This is the annual Small Business Week in the USA, with the intent of commemorating a core economic engine of our economy as well as a foundation of American entrepreneurialism. A huge share (well over 90%) of all business establishments in our country are considered “small businesses.” There are many good primers available on what small businesses mean to our economy, and here are a select three:
- JP Morgan Chase overview
- A summary from the Small Business Administration
- A profile from the Small Business and Entrepreneurs Council
Be aware that there are many definitions out there for what’s meant by “small business,” as you’ll see in some of the reports we link to above. Sometimes it’s all businesses under 500 employees (which are close to 50% of the jobs in our economy); sometimes as a smaller segment of businesses providing under 20 jobs. Using the latter definition, we took a look at businesses with 20 or fewer employees and compared small business indicators across our Atlanta MSA, the State of Georgia and the nation.

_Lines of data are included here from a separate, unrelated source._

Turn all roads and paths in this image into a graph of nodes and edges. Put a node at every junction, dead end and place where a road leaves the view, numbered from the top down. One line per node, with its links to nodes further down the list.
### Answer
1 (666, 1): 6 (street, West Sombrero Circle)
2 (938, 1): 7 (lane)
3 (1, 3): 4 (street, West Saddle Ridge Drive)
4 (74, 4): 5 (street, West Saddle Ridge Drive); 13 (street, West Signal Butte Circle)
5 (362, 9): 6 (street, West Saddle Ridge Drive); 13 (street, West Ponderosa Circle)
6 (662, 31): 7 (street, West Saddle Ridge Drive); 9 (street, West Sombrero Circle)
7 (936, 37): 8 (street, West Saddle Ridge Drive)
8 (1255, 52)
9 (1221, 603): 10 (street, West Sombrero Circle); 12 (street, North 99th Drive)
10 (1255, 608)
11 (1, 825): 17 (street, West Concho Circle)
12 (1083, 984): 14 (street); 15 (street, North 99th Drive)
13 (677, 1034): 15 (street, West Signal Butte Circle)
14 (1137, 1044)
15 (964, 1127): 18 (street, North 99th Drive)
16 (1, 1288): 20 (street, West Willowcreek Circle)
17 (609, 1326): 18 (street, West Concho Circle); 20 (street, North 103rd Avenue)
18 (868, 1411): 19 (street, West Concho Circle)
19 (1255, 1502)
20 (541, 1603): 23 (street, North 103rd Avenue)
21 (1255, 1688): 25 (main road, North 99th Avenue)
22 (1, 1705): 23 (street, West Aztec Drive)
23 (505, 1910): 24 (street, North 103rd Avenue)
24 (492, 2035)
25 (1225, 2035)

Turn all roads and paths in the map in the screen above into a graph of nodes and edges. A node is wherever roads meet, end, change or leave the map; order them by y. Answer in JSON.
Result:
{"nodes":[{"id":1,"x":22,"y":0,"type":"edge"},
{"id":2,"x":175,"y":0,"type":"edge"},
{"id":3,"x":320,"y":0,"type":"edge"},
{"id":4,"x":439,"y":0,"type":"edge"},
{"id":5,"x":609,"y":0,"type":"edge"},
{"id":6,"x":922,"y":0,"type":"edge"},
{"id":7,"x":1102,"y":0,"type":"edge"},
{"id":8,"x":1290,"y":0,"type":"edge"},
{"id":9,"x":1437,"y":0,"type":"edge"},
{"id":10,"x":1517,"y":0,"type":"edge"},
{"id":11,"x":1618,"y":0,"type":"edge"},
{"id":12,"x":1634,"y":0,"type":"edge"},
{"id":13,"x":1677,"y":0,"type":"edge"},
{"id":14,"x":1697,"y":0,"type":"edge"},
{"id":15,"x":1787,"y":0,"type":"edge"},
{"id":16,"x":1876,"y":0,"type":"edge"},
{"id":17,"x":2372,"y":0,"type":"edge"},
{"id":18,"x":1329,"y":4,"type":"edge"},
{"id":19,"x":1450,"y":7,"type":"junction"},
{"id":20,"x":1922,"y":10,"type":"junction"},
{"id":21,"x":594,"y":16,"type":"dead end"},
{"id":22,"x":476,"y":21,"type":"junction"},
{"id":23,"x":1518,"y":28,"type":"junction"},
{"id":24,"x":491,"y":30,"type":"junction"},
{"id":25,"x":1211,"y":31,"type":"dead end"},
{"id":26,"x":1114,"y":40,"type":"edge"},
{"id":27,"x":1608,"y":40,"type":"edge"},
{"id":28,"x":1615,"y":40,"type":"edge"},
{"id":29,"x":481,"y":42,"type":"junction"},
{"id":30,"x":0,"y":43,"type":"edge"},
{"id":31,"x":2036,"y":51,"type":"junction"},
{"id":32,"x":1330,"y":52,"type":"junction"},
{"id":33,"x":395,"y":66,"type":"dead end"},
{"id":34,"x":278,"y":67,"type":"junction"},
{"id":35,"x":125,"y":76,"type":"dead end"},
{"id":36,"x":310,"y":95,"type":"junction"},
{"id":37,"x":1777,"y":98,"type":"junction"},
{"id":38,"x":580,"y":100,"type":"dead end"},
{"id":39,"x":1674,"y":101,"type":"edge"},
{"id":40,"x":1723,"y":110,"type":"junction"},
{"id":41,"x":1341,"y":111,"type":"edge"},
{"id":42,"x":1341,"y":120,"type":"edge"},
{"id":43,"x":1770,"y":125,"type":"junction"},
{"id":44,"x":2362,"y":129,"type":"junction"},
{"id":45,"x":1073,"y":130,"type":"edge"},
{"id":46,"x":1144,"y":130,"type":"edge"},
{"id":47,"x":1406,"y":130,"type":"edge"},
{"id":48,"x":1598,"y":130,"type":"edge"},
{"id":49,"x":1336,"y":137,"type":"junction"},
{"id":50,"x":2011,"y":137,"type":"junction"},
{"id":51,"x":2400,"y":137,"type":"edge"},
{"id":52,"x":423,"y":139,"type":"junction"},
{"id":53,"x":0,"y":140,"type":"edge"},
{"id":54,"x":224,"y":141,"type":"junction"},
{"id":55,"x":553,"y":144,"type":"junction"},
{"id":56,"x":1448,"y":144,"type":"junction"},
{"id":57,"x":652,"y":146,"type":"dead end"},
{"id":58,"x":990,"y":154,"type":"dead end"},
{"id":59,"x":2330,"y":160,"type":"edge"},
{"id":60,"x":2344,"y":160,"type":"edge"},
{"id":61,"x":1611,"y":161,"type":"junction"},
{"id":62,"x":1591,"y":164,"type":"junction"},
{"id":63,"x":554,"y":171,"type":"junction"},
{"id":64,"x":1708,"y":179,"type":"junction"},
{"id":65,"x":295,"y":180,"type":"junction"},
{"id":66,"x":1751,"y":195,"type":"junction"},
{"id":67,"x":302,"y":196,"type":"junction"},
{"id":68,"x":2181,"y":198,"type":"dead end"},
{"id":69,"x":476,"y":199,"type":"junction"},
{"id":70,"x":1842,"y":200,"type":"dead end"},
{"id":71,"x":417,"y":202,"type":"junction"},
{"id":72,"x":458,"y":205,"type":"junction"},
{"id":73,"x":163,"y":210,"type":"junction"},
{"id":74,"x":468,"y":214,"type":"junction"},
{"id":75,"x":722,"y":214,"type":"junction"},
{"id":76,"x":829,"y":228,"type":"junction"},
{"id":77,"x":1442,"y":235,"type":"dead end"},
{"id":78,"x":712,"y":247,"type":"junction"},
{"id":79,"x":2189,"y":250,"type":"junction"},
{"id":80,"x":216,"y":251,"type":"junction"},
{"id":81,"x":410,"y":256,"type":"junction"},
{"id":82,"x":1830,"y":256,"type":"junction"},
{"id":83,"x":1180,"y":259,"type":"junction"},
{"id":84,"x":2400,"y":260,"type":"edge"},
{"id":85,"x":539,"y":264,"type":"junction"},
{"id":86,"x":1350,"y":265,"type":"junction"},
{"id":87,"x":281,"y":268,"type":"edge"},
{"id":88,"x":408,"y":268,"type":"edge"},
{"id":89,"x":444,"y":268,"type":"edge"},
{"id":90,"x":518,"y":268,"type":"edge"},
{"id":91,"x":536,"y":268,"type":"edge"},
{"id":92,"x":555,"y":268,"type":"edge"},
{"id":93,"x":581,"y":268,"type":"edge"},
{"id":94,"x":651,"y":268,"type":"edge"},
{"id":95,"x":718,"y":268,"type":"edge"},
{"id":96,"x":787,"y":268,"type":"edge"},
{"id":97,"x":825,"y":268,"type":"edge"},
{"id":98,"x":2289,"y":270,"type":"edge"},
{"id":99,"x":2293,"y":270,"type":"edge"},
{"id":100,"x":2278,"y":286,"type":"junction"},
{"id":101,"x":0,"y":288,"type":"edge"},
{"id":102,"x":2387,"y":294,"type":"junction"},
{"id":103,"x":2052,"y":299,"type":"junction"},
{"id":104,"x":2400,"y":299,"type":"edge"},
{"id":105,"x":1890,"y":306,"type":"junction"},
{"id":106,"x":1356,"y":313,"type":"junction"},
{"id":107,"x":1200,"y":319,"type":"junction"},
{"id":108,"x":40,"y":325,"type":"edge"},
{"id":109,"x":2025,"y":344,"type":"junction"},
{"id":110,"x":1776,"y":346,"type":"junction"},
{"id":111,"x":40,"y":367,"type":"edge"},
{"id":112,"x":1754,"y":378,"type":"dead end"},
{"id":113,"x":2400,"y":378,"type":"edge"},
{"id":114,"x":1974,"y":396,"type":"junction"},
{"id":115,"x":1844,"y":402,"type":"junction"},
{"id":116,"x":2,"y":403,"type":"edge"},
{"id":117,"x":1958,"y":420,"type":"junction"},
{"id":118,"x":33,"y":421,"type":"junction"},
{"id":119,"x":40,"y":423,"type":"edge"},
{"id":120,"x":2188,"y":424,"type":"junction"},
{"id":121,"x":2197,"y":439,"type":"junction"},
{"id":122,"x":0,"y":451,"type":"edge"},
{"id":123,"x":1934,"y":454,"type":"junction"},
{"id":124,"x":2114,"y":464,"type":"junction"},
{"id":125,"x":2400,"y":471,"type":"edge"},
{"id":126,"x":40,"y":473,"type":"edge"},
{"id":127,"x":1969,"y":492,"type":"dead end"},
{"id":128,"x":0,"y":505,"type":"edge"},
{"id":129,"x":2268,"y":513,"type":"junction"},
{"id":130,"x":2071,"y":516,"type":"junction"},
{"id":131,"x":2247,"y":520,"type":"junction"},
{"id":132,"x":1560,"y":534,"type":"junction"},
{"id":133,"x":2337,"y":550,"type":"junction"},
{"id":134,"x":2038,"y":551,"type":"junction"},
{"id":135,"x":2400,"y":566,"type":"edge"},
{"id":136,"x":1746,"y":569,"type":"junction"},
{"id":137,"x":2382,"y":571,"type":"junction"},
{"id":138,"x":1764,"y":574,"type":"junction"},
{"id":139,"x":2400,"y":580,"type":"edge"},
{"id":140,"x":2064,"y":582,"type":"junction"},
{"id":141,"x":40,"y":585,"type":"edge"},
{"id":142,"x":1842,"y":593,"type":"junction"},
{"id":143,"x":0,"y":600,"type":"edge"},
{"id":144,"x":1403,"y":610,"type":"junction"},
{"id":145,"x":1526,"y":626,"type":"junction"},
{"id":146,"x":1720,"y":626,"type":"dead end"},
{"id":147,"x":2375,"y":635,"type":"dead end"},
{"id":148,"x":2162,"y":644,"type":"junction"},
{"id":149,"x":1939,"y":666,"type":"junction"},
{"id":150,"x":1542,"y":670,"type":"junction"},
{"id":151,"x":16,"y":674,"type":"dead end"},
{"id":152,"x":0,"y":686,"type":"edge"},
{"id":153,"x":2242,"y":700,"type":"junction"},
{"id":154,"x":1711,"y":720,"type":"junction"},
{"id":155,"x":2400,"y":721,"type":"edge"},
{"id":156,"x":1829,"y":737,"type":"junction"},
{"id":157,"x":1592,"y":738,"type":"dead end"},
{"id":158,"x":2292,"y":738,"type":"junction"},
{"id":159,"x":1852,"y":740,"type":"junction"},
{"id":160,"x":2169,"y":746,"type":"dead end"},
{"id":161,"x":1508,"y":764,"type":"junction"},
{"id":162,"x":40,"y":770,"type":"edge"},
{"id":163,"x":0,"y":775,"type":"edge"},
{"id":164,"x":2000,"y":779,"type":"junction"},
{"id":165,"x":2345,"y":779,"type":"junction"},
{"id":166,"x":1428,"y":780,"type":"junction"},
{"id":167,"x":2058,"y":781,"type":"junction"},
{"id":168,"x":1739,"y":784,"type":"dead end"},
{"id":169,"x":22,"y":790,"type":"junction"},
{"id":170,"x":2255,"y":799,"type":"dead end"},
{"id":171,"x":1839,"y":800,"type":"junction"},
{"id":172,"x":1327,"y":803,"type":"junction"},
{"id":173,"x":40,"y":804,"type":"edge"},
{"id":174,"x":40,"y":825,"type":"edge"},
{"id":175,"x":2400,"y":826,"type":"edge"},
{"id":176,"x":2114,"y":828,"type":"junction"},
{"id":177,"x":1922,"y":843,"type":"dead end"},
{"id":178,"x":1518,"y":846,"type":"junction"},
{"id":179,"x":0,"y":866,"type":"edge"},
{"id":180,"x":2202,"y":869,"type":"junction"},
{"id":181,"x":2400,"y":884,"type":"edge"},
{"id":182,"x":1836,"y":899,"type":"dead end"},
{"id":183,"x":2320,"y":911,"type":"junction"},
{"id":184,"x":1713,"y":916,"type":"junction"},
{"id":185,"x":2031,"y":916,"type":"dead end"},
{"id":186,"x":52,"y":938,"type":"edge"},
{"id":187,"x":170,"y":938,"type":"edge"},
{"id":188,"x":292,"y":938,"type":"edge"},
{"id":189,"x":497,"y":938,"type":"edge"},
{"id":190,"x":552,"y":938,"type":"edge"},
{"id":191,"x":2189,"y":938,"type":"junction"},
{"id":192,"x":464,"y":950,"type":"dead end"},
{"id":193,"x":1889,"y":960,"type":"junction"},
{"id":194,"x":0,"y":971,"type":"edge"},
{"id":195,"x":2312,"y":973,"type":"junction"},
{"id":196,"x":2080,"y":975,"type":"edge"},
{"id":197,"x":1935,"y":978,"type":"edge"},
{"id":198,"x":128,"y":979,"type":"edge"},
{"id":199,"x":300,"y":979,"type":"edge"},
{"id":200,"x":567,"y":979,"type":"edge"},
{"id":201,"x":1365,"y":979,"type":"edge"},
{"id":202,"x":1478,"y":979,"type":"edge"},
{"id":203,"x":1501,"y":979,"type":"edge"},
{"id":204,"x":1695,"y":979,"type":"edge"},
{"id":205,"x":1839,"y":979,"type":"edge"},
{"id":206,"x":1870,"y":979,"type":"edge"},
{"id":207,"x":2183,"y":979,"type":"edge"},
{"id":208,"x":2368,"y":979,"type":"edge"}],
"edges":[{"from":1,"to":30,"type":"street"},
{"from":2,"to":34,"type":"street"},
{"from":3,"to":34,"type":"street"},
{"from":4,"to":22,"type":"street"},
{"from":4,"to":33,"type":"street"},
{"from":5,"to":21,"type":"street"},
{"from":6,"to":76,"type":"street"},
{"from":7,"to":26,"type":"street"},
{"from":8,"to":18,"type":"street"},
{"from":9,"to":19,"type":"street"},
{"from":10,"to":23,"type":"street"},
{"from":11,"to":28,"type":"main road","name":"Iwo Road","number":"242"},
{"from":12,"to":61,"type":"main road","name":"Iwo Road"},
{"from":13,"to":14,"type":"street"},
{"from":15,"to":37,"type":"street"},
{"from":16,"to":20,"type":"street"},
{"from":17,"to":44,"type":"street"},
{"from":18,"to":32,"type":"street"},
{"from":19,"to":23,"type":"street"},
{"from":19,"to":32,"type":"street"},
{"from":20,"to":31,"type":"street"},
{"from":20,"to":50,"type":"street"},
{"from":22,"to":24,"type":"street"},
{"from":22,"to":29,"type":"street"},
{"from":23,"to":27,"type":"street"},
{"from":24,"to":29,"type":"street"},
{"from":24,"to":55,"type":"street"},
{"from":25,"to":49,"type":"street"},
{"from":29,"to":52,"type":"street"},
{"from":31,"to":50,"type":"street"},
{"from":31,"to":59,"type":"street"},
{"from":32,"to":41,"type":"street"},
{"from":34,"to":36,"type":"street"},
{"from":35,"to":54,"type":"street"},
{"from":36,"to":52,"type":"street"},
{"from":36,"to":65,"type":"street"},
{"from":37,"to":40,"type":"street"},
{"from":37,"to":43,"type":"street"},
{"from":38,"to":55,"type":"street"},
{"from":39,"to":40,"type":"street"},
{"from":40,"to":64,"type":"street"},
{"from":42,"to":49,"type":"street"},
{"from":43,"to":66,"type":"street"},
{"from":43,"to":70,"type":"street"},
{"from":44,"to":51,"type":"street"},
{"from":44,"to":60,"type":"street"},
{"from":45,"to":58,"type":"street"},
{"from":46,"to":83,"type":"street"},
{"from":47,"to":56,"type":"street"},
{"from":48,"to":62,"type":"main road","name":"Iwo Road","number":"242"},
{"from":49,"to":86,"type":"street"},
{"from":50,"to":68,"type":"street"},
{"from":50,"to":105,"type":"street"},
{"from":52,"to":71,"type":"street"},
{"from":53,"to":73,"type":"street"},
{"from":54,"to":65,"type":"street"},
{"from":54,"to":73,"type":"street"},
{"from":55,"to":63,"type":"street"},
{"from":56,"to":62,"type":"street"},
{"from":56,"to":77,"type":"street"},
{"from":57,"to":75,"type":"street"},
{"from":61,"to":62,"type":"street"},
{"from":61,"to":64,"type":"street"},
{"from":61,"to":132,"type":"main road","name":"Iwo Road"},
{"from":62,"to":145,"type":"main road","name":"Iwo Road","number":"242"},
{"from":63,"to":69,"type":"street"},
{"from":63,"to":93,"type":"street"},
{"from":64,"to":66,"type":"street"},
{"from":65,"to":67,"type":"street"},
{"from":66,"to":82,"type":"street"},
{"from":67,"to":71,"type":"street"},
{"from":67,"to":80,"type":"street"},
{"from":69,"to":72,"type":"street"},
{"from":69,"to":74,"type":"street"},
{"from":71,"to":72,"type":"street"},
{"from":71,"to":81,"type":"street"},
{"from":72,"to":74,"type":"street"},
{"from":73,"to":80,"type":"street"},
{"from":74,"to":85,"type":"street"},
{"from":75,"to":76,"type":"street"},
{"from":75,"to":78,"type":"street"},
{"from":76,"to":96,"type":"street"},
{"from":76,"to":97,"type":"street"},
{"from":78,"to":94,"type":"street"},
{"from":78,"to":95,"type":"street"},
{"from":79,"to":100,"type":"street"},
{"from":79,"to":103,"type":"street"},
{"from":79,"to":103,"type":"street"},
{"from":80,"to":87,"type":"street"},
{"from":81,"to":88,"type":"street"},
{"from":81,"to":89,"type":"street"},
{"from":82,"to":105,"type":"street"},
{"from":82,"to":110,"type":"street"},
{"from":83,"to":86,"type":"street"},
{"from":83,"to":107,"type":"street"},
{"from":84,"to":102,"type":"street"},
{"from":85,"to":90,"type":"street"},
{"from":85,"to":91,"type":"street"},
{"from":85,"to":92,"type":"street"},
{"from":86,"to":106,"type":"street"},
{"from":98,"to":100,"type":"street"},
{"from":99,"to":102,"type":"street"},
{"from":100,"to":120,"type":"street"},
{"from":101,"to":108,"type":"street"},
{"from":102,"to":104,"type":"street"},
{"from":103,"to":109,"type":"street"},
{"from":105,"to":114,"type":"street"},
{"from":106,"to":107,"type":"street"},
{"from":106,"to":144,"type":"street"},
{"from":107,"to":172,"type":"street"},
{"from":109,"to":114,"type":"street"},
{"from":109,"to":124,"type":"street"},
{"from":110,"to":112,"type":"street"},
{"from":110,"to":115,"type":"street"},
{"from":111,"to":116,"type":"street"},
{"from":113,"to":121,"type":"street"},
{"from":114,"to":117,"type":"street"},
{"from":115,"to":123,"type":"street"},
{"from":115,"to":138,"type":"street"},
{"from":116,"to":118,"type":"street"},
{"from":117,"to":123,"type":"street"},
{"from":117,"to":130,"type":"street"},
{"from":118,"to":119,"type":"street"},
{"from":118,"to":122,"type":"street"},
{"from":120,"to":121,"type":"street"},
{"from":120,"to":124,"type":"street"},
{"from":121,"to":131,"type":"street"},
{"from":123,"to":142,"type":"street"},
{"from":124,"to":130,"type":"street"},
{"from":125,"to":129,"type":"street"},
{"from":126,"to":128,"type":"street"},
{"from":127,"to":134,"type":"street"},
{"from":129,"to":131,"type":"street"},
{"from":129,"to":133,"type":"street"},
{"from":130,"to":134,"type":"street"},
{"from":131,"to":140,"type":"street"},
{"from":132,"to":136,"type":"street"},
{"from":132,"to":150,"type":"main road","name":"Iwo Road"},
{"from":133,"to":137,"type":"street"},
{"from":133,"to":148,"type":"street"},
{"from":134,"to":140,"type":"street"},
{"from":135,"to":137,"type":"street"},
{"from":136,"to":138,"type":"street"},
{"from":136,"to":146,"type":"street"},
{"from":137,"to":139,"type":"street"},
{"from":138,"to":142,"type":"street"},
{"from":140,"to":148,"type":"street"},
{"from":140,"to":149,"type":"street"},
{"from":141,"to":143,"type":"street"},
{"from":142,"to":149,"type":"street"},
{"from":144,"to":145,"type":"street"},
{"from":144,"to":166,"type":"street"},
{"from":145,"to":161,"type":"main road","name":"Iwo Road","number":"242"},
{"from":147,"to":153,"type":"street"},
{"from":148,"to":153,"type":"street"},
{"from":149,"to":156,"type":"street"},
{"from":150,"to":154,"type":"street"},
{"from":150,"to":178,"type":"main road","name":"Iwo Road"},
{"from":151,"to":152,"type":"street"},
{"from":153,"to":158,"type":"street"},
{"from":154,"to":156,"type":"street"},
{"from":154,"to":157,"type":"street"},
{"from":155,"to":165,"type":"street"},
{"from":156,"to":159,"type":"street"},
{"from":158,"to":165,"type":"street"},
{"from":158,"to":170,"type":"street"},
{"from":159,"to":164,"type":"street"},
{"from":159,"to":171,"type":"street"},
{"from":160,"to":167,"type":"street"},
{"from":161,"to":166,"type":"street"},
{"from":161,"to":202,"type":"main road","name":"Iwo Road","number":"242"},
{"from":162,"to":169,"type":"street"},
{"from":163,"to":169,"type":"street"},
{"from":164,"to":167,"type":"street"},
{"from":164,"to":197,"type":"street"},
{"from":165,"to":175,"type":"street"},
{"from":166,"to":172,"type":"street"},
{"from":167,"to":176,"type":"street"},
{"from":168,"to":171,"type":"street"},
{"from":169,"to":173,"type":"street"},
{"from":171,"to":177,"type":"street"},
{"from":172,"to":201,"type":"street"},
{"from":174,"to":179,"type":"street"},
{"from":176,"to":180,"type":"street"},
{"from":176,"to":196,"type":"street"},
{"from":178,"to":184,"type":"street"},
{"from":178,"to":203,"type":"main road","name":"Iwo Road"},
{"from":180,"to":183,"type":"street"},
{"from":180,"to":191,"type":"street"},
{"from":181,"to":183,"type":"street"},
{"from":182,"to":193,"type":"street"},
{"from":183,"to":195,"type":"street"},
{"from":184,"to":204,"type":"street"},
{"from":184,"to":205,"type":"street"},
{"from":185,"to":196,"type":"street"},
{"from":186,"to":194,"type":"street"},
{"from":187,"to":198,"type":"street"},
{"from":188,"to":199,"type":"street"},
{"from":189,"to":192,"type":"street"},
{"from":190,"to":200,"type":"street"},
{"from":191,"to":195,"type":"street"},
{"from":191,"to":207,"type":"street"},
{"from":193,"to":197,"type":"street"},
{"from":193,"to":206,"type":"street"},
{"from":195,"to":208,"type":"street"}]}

As you’ll see above, businesses with 20 employees or fewer consistently represent 15-20% of all firms across the whole economy, and that’s true for the MSA, the state and the country. The share, though, has either stayed the same or ticked lower in the 2002 to 2017 period, depending on which area you look at. The small business shares in our Atlanta MSA are slightly lower than those found in Georgia and the US, and those shares have been static over time.
The chart above illustrates that employment growth rates for small businesses have generally been higher than growth rates seen across all firms for the MSA, the state and the country in the 2002 to 2017 period. Small business job growth in the Atlanta MSA was higher than all regional businesses from 2002-2007, declined during the recessionary period of 2007-2012 (but less than did the economy as a whole), then grew again at a faster rate than the baseline in the recovery period of 2012-2017.
Wages in small businesses have historically been lower than wages paid in larger companies, and the data we pulled and charted above showed this to be true — in all periods and for all areas compared. And of concern are the declining ratios of small business wages to overall wages across the time periods, again for all areas. In 2002, the average wage in small businesses in the Atlanta MSA was 77% that of the economy as a whole, but by 2017, this ratio had dropped to 63%.
The news on wage growth in small businesses is perhaps even more convicting, especially locally. There has been some wage growth in all types of businesses across all the periods, though in the recessionary period of 2007-2012, for small businesses at least, those increases were below inflation. Wage growth rates, for each of the periods, were lower for small businesses than in all businesses. The relative challenge for Atlanta is that the gaps in wage growth have widened over time (a larger percentage point difference in 2012-2017 than in 2002-2007 and 2007-2012), while in the state and the nation, the gaps have narrowed over time.
Small businesses will continue to be a very large share of firms in our economy, especially with the explosion of the gig economy that we’ve seen lately. But there is consolidation going on in most industries in recent years, and the Wall Street Journal recently noted that in a survey of 765 small firms, 66% said they expected their revenues to grow this year, down from 83% a year ago. Just 14% of those surveyed expect the economy to improve this year.